= Activity =
Having found the line containing "middle pip: (182, 145)" in the records below, copy that line and each later one exactly, dropping pictures.

= Extracted data =

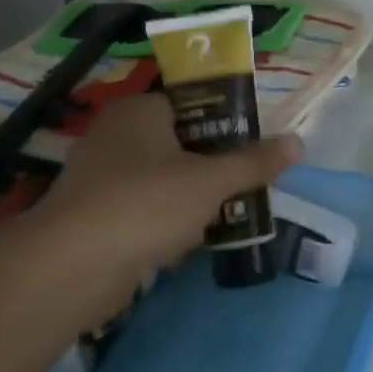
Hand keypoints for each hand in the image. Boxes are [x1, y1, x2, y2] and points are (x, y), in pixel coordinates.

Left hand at [25, 94, 301, 312]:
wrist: (74, 267)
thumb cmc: (146, 205)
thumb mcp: (211, 181)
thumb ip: (255, 163)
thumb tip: (298, 142)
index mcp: (140, 111)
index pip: (192, 104)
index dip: (227, 124)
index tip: (255, 150)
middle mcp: (117, 135)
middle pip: (182, 145)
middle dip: (215, 169)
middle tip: (248, 187)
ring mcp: (103, 177)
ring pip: (165, 181)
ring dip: (195, 200)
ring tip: (228, 218)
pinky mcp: (97, 216)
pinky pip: (146, 210)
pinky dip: (169, 224)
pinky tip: (191, 243)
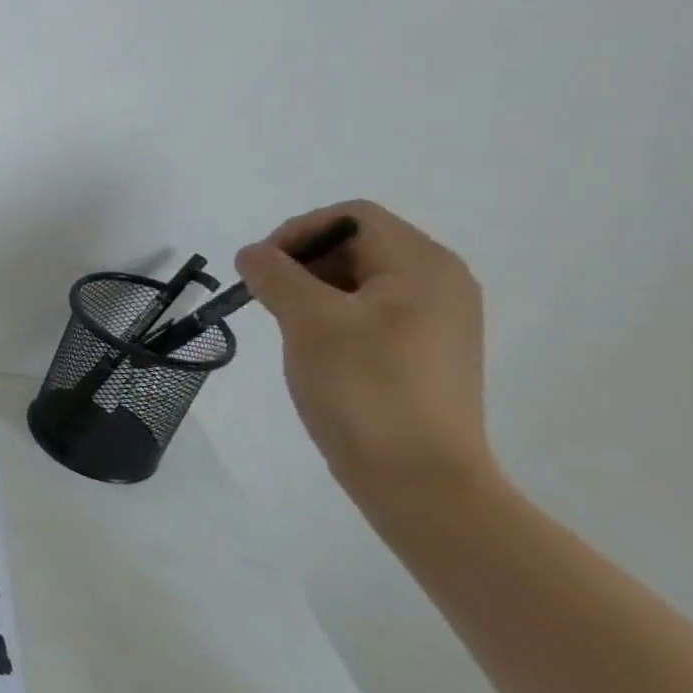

= Your response =
middle pip: (182, 145)
middle dip: (215, 169)
middle tip: (248, 187)
ring mcp: (103, 177)
ring pip: (165, 181)
ring dip: (195, 200)
ring tip: (228, 218)
pinky mcp: (97, 216)
pinky pip: (146, 210)
pinky dip: (169, 224)
pinky tip: (191, 243)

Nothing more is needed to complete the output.